Most of the alleged cyber criminals, 167, were arrested in Nigeria. Insert your own fraudulent prince email comments here. Another 74 people in the United States were taken into custody. The remaining arrests were made in France, Ghana, Italy, Japan, Kenya, Malaysia, Turkey and the United Kingdom.
In addition to jailing alleged scammers, investigators with the Departments of Justice, Homeland Security, Treasury, State and the Postal Inspection Service, and the U.S. Department of State also seized nearly $3.7 million.
That's a lot of money, but this week's By the Numbers honor goes to the 281 arrests.
Businesses aren't the only fraud victims: The coordinated efforts of global agencies, dubbed Operation reWired, focused on BEC schemes, which also are known as cyber-enabled financial fraud.

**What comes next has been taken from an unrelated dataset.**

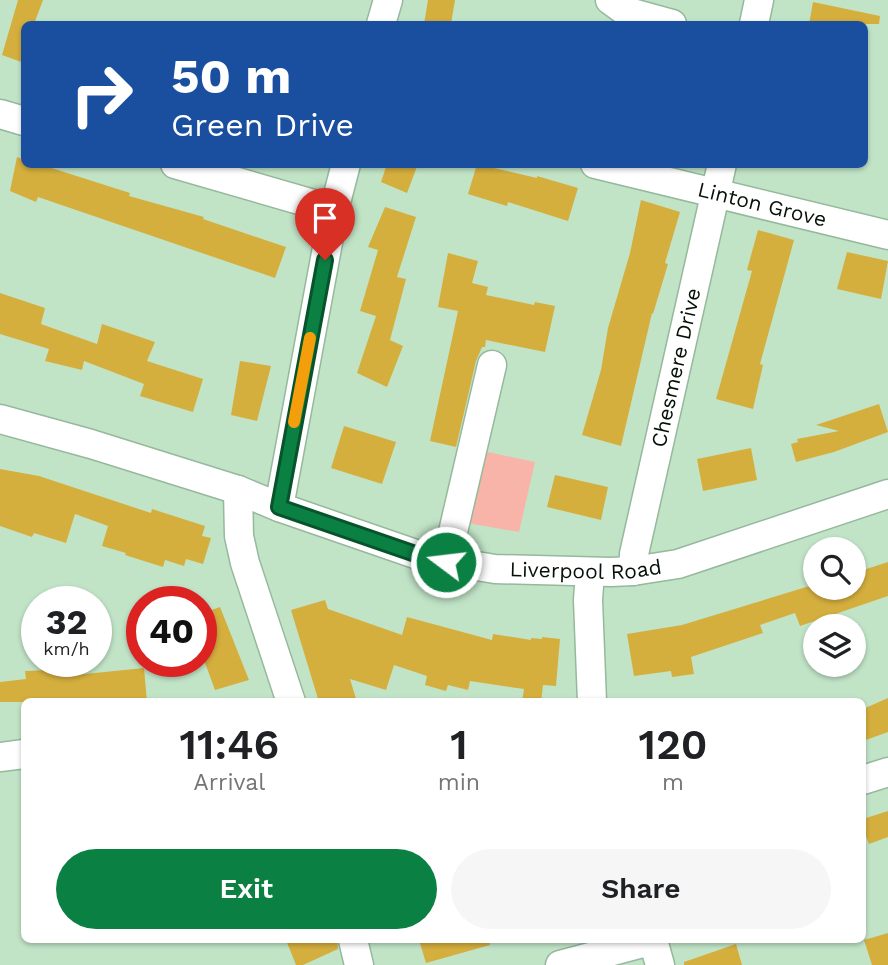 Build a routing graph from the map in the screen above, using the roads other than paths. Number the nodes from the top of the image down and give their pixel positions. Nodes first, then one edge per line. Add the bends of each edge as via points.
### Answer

A number of the cases involved international criminal organizations that defrauded small to large sized businesses, while others involved individual victims who transferred high dollar funds or sensitive records in the course of business. The scams not only affect the victims and targeted companies, noted investigators, but also the global economy.
The sophisticated scams often targeted employees with access to company finances and businesses working with foreign suppliers and/or businesses that regularly perform wire transfer payments, according to law enforcement officers.
The same criminal organizations that perpetrate BEC also exploit individual victims, often real estate purchasers and the elderly. The victims were convinced to make wire transfers or send checks to bank accounts controlled by the criminals.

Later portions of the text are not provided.